» Required action:
Print each record exactly, with no word added or removed.

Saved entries
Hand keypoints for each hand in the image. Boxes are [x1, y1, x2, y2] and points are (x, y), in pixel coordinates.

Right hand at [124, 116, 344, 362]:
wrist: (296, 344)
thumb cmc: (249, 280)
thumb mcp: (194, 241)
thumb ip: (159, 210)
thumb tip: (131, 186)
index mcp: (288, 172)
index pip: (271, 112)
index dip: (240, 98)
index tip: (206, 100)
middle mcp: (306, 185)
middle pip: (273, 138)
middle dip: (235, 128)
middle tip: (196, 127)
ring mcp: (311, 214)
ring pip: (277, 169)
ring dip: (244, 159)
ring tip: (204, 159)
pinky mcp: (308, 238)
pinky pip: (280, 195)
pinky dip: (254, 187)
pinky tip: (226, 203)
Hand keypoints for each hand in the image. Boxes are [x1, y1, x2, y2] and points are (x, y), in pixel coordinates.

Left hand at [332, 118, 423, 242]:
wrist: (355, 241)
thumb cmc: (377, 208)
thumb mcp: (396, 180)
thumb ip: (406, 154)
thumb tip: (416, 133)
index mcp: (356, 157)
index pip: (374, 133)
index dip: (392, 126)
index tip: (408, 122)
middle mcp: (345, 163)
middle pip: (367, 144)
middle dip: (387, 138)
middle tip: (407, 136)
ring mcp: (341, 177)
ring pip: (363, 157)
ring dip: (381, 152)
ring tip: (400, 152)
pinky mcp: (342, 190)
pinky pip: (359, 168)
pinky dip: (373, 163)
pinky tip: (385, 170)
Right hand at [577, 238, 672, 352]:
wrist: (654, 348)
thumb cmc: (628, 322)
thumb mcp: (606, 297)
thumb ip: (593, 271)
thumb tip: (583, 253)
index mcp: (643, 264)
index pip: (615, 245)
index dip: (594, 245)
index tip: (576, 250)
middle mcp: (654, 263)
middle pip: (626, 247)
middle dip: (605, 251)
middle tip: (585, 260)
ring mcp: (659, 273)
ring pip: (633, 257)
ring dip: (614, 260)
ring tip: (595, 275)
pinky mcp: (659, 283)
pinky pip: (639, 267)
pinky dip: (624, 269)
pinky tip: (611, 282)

» Response to this exercise:
Hand keypoints for each hand in the image. Boxes are [x1, y1, x2, y2] and points are (x, y), in pixel coordinates.

Right hand at [124, 116, 344, 362]:
wrist: (296, 344)
thumb cmc: (249, 280)
thumb mcp: (194, 241)
thumb ip: (159, 210)
thumb tip: (131, 186)
index mcp: (288, 172)
index pip: (271, 112)
index dip: (240, 98)
index tip: (206, 100)
middle mcp: (306, 185)
middle pip: (273, 138)
middle dip: (235, 128)
middle tip: (196, 127)
ring mcp: (311, 214)
ring pip: (277, 169)
ring dip: (244, 159)
ring tip: (204, 159)
pinky mcp: (308, 238)
pinky pip: (280, 195)
pinky dip: (254, 187)
pinky tip: (226, 203)
Hand keypoints for each hand in the image. Boxes are [x1, y1, x2, y2] and points are (x, y), in pixel coordinates.

Left hand at [332, 118, 423, 242]:
wrist: (355, 241)
thumb cmc: (377, 208)
thumb mcp: (396, 180)
thumb ip: (406, 154)
thumb tip: (416, 133)
index mcp: (356, 157)
index pip: (374, 133)
index dip: (392, 126)
index tip: (408, 122)
middle mcp: (345, 163)
middle pip: (367, 144)
middle dip: (387, 138)
middle tip: (407, 136)
ring mcp: (341, 177)
ring pip: (363, 157)
ring dip: (381, 152)
ring tip: (400, 152)
pinky mcp: (342, 190)
pinky pip: (359, 168)
pinky dip: (373, 163)
pinky tip: (385, 170)
Right hand at [577, 238, 672, 352]:
wrist: (654, 348)
thumb cmc: (628, 322)
thumb mcp: (606, 297)
thumb ip: (593, 271)
thumb tip: (583, 253)
index mcp: (643, 264)
index pip: (615, 245)
index dip: (594, 245)
index tip: (576, 250)
middle mcp: (654, 263)
middle pip: (626, 247)
middle dip: (605, 251)
middle tip: (585, 260)
ring mcp: (659, 273)
ring pip: (633, 257)
ring dip: (614, 260)
ring tip: (595, 275)
pinky mcp: (659, 283)
pinky pip: (639, 267)
pinky dip: (624, 269)
pinky tip: (611, 282)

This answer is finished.